=== Exercise ===
Copies of all lines that contain "this" are needed; take them from the data below.

=== Stored data ===
######
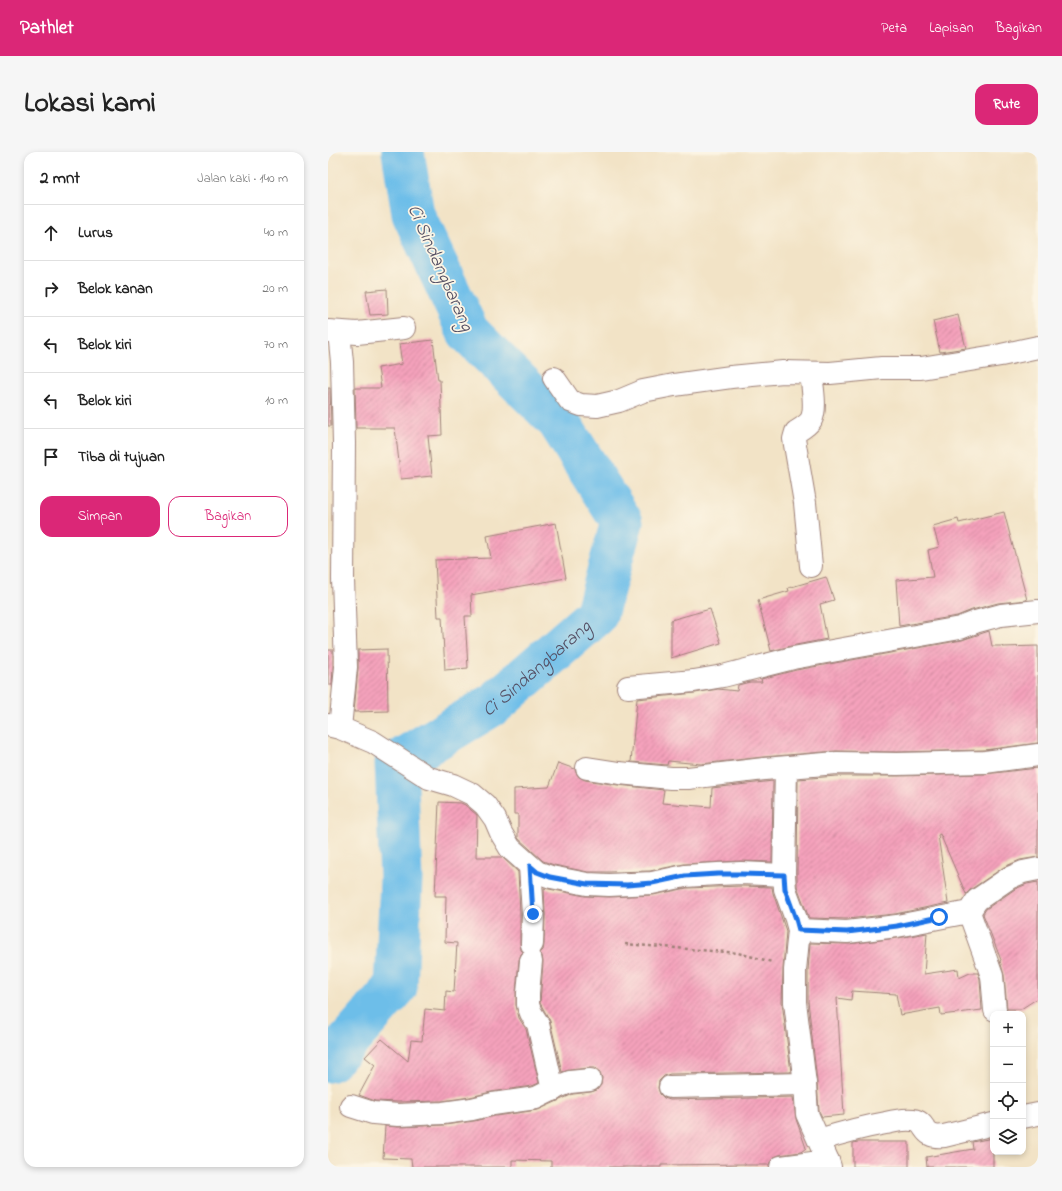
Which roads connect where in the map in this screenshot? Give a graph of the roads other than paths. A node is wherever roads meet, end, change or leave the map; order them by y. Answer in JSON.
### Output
{"nodes":[{"id":1,"x":404,"y":328,"type":"dead end"},
{"id":2,"x":334,"y":331,"type":"edge"},
{"id":3,"x":1038,"y":347,"type":"edge"},
{"id":4,"x":811,"y":373,"type":"junction"},
{"id":5,"x":554,"y":378,"type":"dead end"},
{"id":6,"x":336,"y":444,"type":"edge"},
{"id":7,"x":810,"y":566,"type":"dead end"},
{"id":8,"x":1038,"y":611,"type":"edge"},
{"id":9,"x":628,"y":687,"type":"dead end"},
{"id":10,"x":334,"y":726,"type":"edge"},
{"id":11,"x":1038,"y":755,"type":"edge"},
{"id":12,"x":587,"y":768,"type":"dead end"},
{"id":13,"x":786,"y":768,"type":"junction"},
{"id":14,"x":530,"y":866,"type":"junction"},
{"id":15,"x":1038,"y":869,"type":"edge"},
{"id":16,"x":784,"y":875,"type":"junction"},
{"id":17,"x":970,"y":912,"type":"junction"},
{"id":18,"x":799,"y":930,"type":"junction"},
{"id":19,"x":995,"y":1010,"type":"dead end"},
{"id":20,"x":590,"y":1080,"type":"dead end"},
{"id":21,"x":805,"y":1084,"type":"junction"},
{"id":22,"x":670,"y":1087,"type":"dead end"},
{"id":23,"x":553,"y":1090,"type":"junction"},
{"id":24,"x":351,"y":1106,"type":"dead end"},
{"id":25,"x":1038,"y":1114,"type":"edge"},
{"id":26,"x":1026,"y":1116,"type":"edge"},
{"id":27,"x":990,"y":1125,"type":"edge"},
{"id":28,"x":819,"y":1140,"type":"junction"},
{"id":29,"x":829,"y":1164,"type":"edge"},
{"id":30,"x":781,"y":1167,"type":"edge"}],
"edges":[{"from":1,"to":2,"type":"street"},
{"from":2,"to":6,"type":"street"},
{"from":3,"to":4,"type":"street"},
{"from":4,"to":5,"type":"street"},
{"from":4,"to":7,"type":"street"},
{"from":6,"to":10,"type":"street"},
{"from":8,"to":9,"type":"street"},
{"from":10,"to":14,"type":"street"},
{"from":11,"to":13,"type":"street"},
{"from":12,"to":13,"type":"street"},
{"from":13,"to":16,"type":"street"},
{"from":14,"to":16,"type":"street"},
{"from":14,"to":23,"type":"street"},
{"from":15,"to":17,"type":"street"},
{"from":16,"to":18,"type":"street"},
{"from":17,"to":18,"type":"street"},
{"from":17,"to":19,"type":"street"},
{"from":18,"to":21,"type":"street"},
{"from":20,"to":23,"type":"street"},
{"from":21,"to":22,"type":"street"},
{"from":21,"to":28,"type":"street"},
{"from":23,"to":24,"type":"street"},
{"from":25,"to":26,"type":"street"},
{"from":27,"to":28,"type":"street"},
{"from":28,"to":29,"type":"street"},
{"from":29,"to":30,"type":"street"}]}
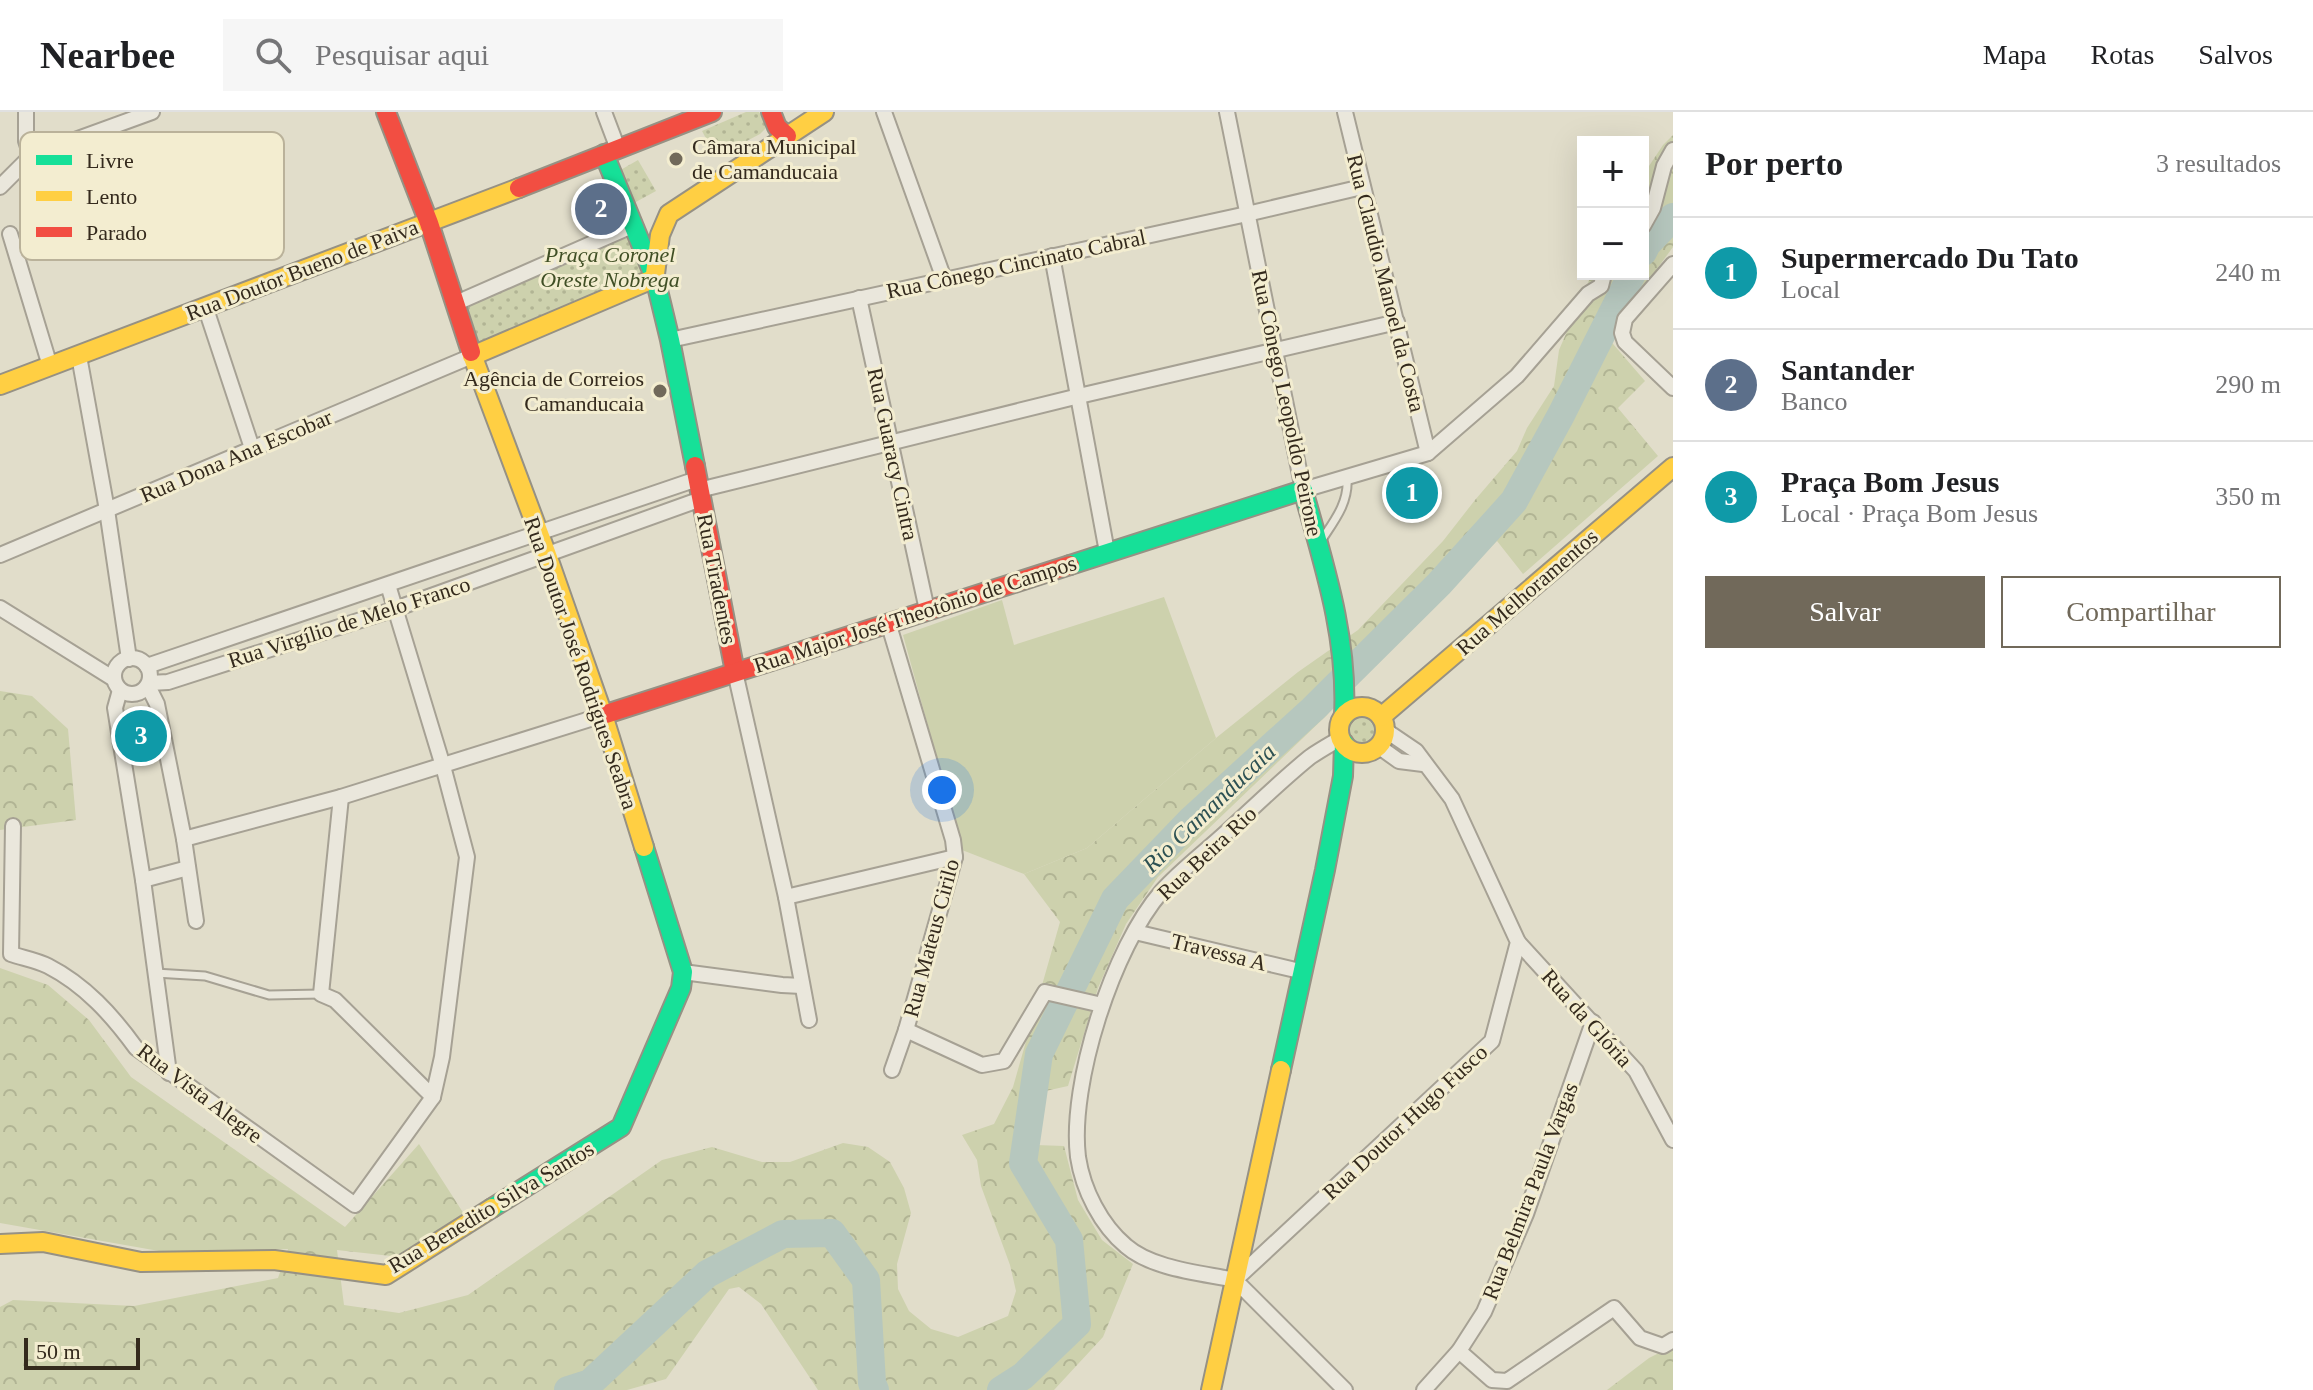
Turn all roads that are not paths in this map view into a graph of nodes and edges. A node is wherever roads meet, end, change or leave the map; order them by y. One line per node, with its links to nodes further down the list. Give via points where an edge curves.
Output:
######
=== Result of the exercise ===
Which roads connect where in the map in this screenshot? Give a graph of the roads other than paths. A node is wherever roads meet, end, change or leave the map; order them by y. Answer in JSON.
Turn all roads that are not paths in this map view into a graph of nodes and edges. A node is wherever roads meet, end, change or leave the map; order them by y. One line per node, with its links to nodes further down the list. Give via points where an edge curves.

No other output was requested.